Rue20 Español/Rabat
La presidencia argelina anunció el pasado jueves que el presidente Abdelmadjid Tebboune ha decidido reactivar el tratado de amistad, buena vecindad y cooperación firmado entre Argelia y España en 2002, en el marco de la recepción del ministro de Asuntos Exteriores español, José Manuel Albares, durante una visita oficial a Argelia.
Esta decisión se produce tras un prolongado periodo de tensiones iniciado en junio de 2022, cuando Argelia suspendió dicho tratado en respuesta al anuncio de Madrid de su apoyo a la iniciativa de autonomía en el Sáhara, considerada por el Gobierno español como la base más seria, realista y creíble para la resolución del conflicto regional.
El anuncio de la reactivación del acuerdo se interpreta en un contexto más amplio que trasciende el plano estrictamente bilateral, en un escenario en el que Argelia habría recurrido en su momento a instrumentos de presión económica y energética, incluida la dimensión gasística, con el objetivo de influir en la posición española sobre la cuestión del Sáhara.
Durante ese periodo, las relaciones entre ambos países registraron medidas de distanciamiento, como la retirada del embajador argelino en Madrid y la suspensión de intercambios comerciales, lo que provocó un descenso significativo de los flujos económicos bilaterales.
No obstante, la postura española se mantuvo invariable, evidenciando los límites de dichas medidas de presión para modificar orientaciones consideradas estratégicas por Madrid.

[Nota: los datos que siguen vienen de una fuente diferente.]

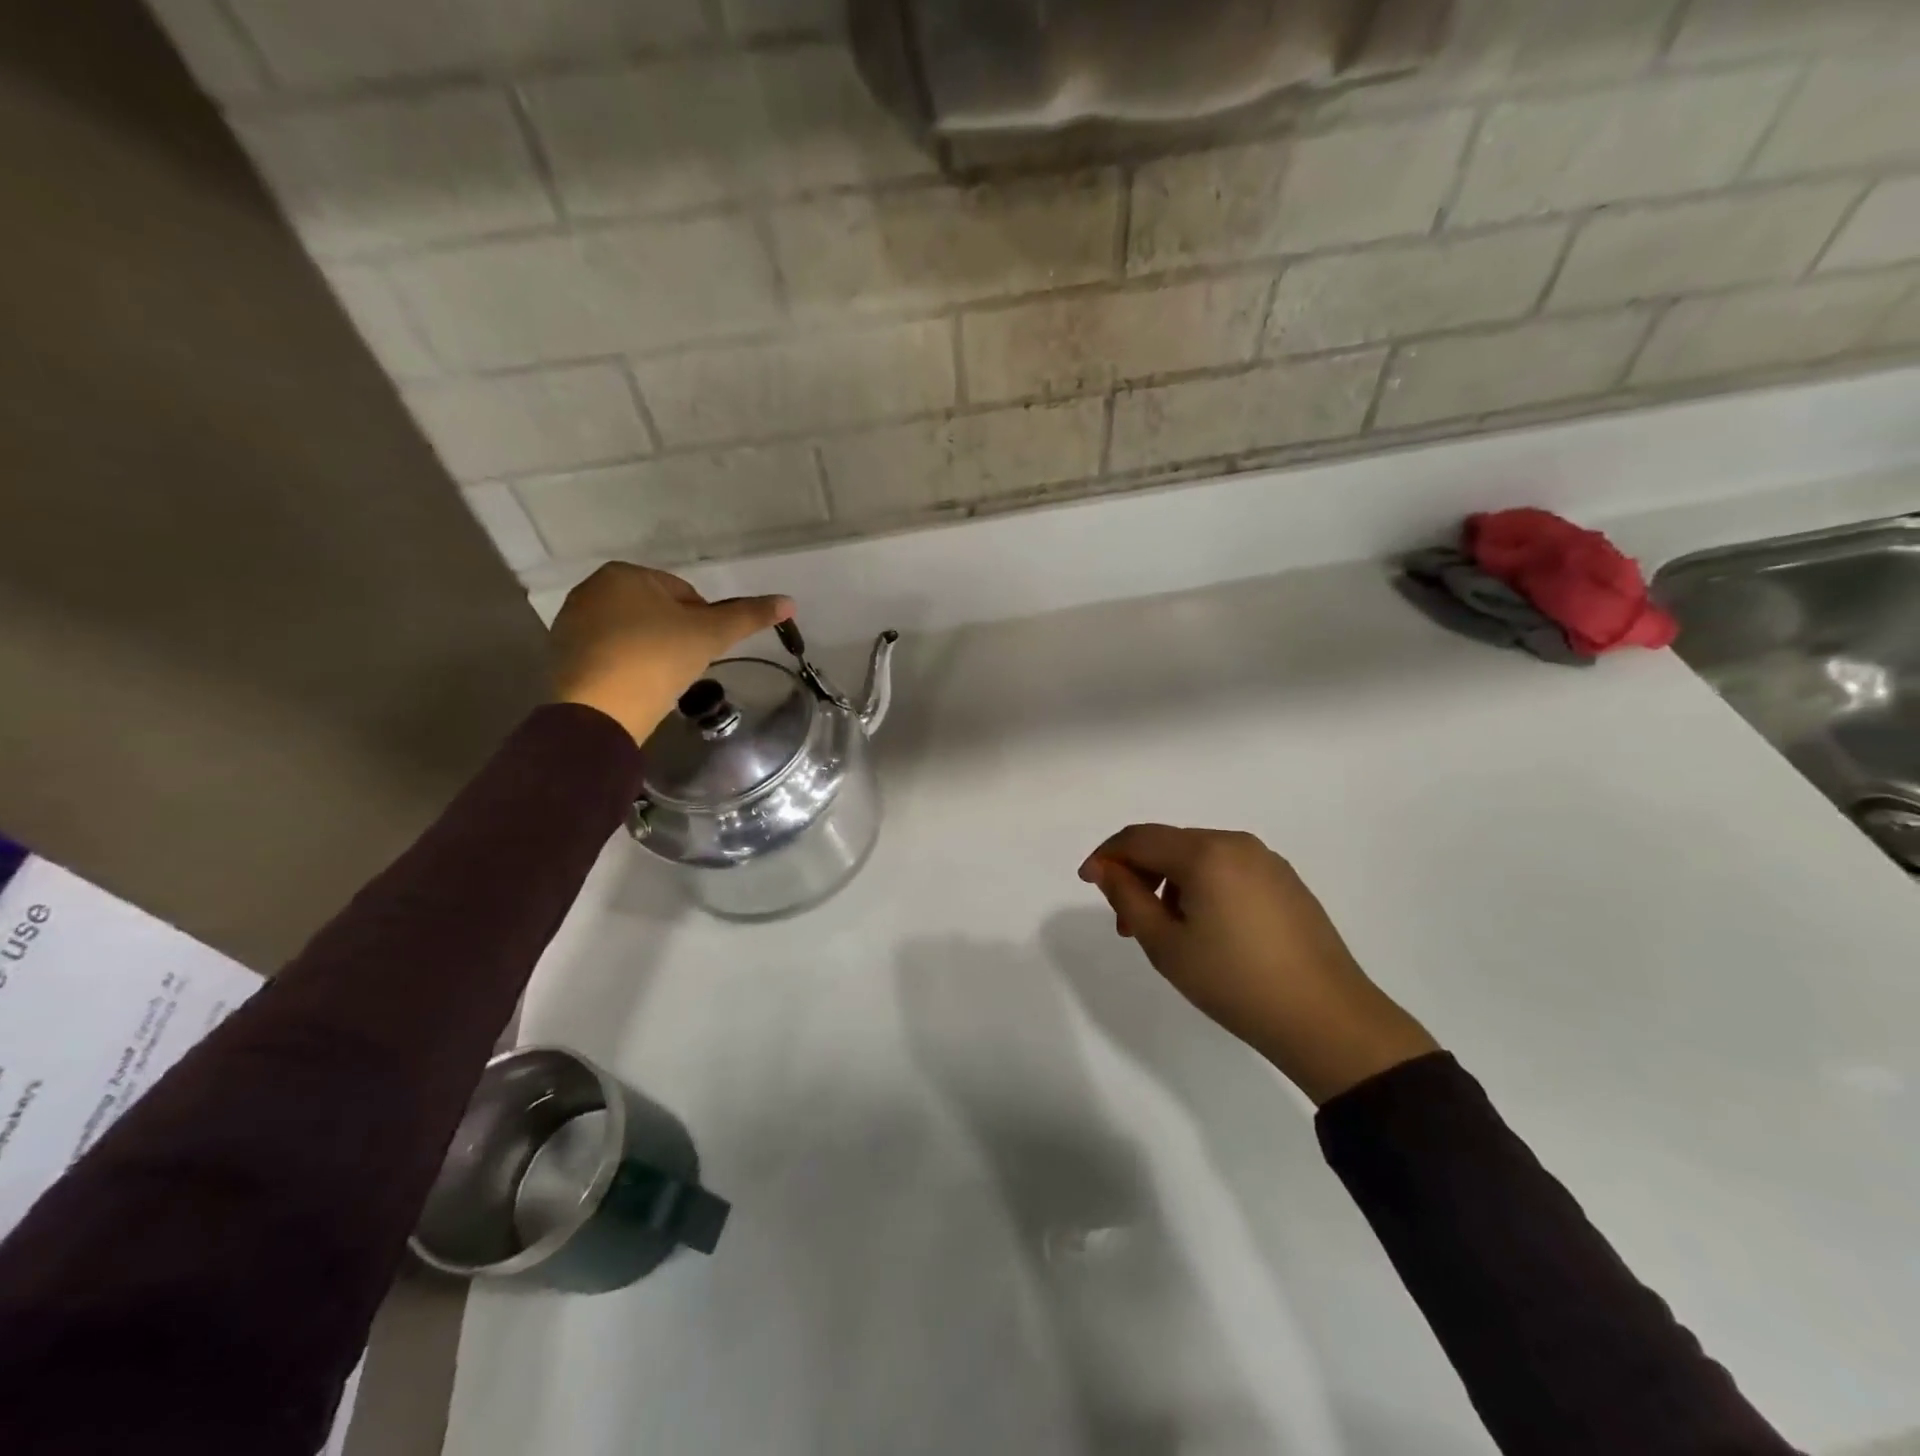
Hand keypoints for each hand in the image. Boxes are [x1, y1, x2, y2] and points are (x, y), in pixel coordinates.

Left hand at [549, 564, 791, 743]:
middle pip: (655, 610)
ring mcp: (572, 623)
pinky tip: (638, 687)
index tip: (705, 648)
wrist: (600, 709)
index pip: (683, 592)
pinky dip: (627, 666)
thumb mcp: (710, 634)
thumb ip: (749, 615)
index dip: (703, 621)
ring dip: (652, 650)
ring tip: (663, 679)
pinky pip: (609, 654)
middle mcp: (592, 590)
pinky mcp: (562, 655)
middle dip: (675, 634)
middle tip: (687, 665)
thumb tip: (789, 602)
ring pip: (631, 632)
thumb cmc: (658, 659)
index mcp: (625, 574)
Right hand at [1080, 825, 1437, 1103]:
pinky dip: (1201, 887)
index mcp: (1205, 852)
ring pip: (1198, 856)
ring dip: (1168, 882)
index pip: (1139, 837)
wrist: (1326, 1019)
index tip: (1087, 882)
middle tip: (1126, 922)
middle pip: (1169, 843)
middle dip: (1138, 873)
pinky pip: (1227, 869)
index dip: (1106, 855)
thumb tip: (1105, 868)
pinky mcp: (1285, 881)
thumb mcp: (1166, 944)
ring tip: (1164, 930)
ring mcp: (1266, 861)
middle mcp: (1236, 843)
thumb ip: (1127, 897)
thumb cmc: (1234, 982)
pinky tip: (1204, 928)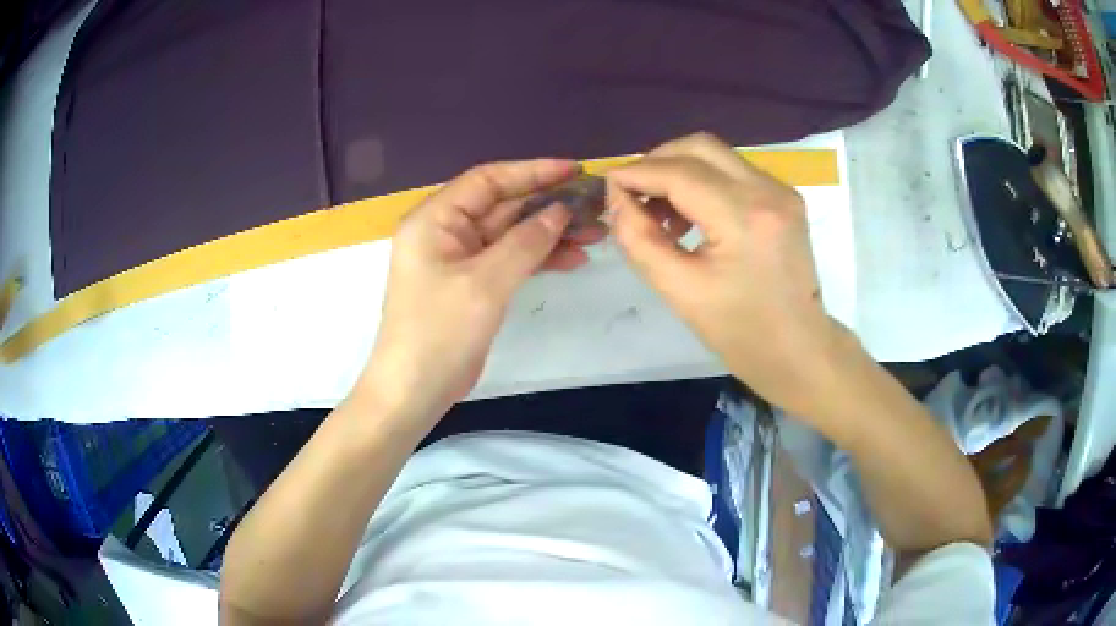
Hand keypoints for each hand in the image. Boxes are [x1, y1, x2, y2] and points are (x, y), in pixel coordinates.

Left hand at [358, 159, 604, 423]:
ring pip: (511, 234)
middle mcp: (446, 231)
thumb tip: (561, 211)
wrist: (414, 390)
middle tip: (595, 207)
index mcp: (435, 219)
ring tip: (595, 235)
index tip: (575, 170)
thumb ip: (525, 242)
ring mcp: (460, 259)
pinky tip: (573, 260)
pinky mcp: (473, 284)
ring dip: (550, 234)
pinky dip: (539, 258)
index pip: (488, 180)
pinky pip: (510, 260)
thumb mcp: (485, 283)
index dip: (533, 172)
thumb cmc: (439, 332)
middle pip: (504, 206)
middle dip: (549, 206)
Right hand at [607, 133, 850, 416]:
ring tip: (661, 210)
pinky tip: (692, 214)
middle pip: (699, 147)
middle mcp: (768, 191)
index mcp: (744, 217)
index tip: (607, 185)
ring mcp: (781, 191)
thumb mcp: (678, 291)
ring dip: (680, 169)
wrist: (798, 349)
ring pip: (717, 154)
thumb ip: (638, 238)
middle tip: (633, 193)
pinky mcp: (785, 198)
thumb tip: (616, 199)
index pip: (678, 172)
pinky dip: (704, 180)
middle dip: (657, 161)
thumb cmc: (740, 332)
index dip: (636, 173)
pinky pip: (734, 171)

La crisis también tuvo impacto en los intereses económicos mutuos, especialmente en lo relativo a la interdependencia con el mercado europeo, lo que habría contribuido a encarecer la prolongación del bloqueo diplomático para ambas partes y a favorecer, finalmente, la reactivación de los canales de diálogo.
El retorno del embajador argelino a Madrid estuvo vinculado, entre otros factores, a la necesidad de abordar desafíos comunes como la inmigración irregular y la actividad de organizaciones yihadistas en la región del Sahel, además del interés argelino en avanzar hacia una mayor diversificación económica.
Las mismas fuentes señalaron que la tensión alcanzó un punto crítico tras la negativa del ministro español de Asuntos Exteriores, José Manuel Albares, a tratar la cuestión del Sáhara durante una visita prevista a Argelia, lo que desembocó en la cancelación del desplazamiento y en una fase de enfriamiento extremo de las relaciones, descrita en la prensa española como un periodo de “silencio” diplomático, con el ministro llegando a ser considerado “no deseado” en ese contexto.
En contraste, las relaciones entre Marruecos y España han evolucionado hacia un fortalecimiento de la cooperación bilateral en los ámbitos económico y comercial, tras el respaldo de Madrid a la iniciativa marroquí de autonomía en el Sáhara; lo que ha permitido consolidar una nueva etapa de entendimiento político y coordinación, reflejada recientemente en la celebración de la 13ª sesión de la Comisión de Alto Nivel entre ambos países.